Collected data
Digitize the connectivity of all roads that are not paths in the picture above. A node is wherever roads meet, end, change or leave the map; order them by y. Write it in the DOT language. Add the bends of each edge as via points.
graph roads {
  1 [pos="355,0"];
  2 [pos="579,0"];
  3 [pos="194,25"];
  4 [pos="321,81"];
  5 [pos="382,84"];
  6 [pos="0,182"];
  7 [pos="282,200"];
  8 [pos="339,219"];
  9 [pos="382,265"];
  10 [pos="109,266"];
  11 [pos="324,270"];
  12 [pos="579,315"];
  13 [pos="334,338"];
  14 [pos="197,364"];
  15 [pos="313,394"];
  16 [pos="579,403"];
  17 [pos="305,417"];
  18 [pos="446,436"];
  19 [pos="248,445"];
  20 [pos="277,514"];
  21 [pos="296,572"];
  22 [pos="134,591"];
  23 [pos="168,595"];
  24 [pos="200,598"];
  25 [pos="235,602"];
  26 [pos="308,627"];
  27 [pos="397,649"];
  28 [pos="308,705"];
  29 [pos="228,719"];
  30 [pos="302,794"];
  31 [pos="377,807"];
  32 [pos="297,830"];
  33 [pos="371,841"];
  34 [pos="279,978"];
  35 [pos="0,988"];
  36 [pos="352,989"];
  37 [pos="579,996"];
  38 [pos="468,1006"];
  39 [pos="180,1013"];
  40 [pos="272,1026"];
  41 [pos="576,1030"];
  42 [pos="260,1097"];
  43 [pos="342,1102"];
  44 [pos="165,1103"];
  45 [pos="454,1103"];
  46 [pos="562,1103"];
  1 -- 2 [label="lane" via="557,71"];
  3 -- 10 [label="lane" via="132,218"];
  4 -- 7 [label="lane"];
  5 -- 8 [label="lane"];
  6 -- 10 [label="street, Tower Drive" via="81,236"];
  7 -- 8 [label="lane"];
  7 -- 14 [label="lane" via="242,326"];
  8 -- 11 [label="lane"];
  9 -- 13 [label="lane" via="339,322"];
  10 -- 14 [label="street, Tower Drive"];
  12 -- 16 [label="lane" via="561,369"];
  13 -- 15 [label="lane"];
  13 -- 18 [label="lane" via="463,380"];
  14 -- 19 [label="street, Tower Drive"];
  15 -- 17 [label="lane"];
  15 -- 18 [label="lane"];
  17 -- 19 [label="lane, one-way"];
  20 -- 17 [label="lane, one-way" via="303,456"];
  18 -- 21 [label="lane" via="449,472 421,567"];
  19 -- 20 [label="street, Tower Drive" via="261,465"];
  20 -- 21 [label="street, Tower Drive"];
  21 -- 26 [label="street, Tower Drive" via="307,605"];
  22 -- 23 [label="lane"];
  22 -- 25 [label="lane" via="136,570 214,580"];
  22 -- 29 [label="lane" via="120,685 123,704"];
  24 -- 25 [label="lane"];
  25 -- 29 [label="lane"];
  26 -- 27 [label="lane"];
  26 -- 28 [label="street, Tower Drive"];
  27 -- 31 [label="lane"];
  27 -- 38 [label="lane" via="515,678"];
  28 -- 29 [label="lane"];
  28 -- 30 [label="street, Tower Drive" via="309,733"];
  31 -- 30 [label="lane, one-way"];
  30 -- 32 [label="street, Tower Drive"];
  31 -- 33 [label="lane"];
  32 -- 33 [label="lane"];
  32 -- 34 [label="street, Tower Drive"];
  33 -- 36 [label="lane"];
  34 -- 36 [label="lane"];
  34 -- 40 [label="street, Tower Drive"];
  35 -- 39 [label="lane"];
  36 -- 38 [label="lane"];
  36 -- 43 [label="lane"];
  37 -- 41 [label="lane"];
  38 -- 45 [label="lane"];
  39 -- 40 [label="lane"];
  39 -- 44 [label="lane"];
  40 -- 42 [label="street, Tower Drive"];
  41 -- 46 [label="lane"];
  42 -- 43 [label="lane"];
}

▶ _What is required_
Within the data above, how many lines include "street"? The number alone is the answer.

▶ _Result of this task_
12